### Goal of the exercise:
When a line in the records contains the string "Paantuearn", copy that line.

### Dataset entries:
======

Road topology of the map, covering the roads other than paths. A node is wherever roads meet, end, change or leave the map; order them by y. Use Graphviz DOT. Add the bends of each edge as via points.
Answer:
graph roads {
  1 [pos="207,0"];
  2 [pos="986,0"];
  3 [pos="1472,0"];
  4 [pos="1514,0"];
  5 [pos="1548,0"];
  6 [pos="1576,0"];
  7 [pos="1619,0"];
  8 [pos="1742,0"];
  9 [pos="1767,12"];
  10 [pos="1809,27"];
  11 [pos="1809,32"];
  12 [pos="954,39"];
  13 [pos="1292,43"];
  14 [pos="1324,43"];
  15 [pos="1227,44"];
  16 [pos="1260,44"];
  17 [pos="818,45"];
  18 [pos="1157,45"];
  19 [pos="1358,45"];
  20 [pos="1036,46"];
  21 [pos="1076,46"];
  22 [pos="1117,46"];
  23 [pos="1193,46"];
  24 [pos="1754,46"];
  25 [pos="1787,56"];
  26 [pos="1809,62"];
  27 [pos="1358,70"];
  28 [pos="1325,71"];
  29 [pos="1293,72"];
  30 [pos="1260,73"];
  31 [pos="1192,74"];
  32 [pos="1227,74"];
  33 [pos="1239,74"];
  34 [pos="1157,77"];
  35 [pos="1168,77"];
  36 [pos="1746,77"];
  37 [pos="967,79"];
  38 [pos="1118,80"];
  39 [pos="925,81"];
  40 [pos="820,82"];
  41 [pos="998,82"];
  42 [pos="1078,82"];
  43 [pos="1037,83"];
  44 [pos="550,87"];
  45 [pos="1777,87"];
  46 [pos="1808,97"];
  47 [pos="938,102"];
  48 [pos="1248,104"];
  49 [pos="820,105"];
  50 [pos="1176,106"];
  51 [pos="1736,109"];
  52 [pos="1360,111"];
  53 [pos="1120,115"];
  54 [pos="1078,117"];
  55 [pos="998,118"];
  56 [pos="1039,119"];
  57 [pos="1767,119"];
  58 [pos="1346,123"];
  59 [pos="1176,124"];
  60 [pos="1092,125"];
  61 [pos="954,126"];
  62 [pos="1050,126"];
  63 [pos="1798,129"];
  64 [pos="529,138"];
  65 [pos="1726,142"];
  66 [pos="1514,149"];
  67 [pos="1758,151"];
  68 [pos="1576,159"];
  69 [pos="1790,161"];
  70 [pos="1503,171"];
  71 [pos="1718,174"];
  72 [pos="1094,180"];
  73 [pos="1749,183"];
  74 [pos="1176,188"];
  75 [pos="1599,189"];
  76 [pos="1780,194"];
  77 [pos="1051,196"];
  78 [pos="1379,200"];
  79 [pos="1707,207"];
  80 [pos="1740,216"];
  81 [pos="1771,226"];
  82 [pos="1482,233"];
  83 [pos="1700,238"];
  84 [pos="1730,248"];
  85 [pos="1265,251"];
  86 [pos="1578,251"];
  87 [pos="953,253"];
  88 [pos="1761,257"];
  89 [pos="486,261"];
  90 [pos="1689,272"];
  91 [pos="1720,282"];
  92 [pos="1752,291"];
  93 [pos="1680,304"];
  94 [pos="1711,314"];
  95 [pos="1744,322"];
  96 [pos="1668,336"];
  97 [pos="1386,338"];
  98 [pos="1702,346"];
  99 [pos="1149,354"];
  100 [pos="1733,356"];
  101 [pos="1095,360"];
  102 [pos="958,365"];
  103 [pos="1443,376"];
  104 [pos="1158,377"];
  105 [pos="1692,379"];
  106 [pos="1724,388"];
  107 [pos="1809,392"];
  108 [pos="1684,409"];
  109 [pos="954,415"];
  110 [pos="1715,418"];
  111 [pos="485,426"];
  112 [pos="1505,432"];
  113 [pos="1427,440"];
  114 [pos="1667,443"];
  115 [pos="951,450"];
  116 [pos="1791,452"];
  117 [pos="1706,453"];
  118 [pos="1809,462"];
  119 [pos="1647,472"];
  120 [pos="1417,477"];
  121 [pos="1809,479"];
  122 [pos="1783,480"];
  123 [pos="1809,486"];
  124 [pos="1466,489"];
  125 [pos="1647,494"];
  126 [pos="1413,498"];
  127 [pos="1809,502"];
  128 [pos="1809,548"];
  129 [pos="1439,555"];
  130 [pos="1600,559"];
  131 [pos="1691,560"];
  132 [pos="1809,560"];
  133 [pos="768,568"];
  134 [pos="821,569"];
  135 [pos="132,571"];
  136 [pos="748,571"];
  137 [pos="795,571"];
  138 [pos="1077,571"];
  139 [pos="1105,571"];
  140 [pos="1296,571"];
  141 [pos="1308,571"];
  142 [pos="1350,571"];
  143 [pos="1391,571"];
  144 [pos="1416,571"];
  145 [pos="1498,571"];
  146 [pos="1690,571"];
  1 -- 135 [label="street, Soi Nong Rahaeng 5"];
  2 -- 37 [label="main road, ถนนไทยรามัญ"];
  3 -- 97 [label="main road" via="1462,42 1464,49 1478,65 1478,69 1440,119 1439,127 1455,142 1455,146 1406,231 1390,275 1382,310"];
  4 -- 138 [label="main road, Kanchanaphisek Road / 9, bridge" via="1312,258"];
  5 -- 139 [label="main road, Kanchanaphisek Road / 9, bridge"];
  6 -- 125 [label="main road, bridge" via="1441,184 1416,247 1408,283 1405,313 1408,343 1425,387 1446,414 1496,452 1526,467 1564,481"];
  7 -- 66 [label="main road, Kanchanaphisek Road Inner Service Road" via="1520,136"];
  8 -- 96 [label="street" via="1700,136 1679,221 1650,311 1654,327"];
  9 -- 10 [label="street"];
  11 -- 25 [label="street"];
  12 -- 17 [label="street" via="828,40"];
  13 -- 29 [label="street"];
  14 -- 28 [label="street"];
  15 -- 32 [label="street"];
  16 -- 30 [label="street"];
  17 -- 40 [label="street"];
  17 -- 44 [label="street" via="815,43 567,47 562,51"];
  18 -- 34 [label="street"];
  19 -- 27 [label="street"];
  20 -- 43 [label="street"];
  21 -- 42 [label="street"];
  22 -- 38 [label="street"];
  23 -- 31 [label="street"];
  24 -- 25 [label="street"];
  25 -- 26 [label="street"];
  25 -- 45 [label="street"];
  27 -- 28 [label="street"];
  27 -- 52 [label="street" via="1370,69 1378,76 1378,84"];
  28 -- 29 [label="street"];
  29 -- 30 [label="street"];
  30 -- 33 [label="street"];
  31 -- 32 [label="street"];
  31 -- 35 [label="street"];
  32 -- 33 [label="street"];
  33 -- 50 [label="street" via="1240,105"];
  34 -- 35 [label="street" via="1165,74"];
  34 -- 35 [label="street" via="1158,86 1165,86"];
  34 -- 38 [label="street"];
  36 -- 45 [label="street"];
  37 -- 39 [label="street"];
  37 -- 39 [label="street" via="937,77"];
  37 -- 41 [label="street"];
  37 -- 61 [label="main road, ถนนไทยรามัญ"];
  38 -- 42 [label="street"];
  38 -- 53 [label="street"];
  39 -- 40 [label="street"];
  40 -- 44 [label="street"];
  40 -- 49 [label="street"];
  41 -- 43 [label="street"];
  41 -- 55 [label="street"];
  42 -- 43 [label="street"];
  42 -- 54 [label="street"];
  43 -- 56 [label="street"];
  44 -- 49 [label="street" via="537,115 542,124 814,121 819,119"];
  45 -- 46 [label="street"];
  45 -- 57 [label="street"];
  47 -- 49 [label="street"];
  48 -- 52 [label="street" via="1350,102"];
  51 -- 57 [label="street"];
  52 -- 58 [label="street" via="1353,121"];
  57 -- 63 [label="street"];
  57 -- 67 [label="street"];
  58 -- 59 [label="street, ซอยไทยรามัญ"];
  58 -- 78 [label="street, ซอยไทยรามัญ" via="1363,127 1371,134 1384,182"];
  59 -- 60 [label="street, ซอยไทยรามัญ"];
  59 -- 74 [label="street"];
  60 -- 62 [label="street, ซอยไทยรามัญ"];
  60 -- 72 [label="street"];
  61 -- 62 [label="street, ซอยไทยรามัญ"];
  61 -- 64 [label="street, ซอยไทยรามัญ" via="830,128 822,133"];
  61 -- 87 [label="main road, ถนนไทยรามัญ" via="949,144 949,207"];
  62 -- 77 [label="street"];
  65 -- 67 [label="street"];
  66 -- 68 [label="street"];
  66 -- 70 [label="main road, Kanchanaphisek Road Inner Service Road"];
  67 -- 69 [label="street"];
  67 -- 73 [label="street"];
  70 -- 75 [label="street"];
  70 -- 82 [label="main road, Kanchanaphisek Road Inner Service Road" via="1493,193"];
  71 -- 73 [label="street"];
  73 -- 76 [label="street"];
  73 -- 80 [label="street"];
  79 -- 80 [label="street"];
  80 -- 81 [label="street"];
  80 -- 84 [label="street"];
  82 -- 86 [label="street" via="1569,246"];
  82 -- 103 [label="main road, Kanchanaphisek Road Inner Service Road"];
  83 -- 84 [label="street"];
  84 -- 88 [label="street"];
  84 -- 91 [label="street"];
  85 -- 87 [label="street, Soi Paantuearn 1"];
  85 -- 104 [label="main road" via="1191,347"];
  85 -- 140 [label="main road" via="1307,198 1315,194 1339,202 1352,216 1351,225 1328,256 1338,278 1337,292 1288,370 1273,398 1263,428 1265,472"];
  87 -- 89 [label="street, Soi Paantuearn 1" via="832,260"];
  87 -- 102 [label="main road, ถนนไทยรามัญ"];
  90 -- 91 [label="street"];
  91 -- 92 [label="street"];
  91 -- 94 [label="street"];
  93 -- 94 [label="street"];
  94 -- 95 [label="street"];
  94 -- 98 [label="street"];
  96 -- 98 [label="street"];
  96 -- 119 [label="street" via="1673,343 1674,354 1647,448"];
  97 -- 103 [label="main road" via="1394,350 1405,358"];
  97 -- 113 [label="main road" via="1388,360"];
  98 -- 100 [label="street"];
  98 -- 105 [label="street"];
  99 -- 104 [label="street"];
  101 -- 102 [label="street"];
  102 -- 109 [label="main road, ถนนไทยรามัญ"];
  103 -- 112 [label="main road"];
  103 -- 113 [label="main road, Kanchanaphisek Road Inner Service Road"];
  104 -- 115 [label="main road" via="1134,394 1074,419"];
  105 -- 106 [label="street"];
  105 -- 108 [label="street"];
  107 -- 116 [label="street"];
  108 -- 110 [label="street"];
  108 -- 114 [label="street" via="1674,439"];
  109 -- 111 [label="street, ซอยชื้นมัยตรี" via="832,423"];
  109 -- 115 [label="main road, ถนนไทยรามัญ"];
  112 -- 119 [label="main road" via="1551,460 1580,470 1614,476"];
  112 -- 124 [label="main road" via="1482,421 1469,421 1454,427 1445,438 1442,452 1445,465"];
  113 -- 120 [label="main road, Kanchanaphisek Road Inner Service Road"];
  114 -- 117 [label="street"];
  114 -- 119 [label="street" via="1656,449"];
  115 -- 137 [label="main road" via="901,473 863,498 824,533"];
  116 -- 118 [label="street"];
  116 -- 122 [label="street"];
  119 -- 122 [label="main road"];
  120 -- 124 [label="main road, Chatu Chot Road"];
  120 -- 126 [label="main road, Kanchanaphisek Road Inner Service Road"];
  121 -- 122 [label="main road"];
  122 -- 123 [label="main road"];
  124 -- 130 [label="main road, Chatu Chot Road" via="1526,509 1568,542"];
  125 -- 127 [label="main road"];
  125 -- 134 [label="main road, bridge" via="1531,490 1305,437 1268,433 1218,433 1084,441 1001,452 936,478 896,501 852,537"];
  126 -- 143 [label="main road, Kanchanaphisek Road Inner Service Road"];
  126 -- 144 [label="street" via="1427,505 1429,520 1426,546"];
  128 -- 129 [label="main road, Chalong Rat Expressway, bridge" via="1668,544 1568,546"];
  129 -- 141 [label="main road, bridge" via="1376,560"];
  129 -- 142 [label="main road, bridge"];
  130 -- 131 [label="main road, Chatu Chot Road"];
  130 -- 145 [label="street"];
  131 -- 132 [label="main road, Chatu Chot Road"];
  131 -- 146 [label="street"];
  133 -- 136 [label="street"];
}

======

### Exercise result:
  85 -- 87 [label="street, Soi Paantuearn 1"];
  87 -- 89 [label="street, Soi Paantuearn 1" via="832,260"];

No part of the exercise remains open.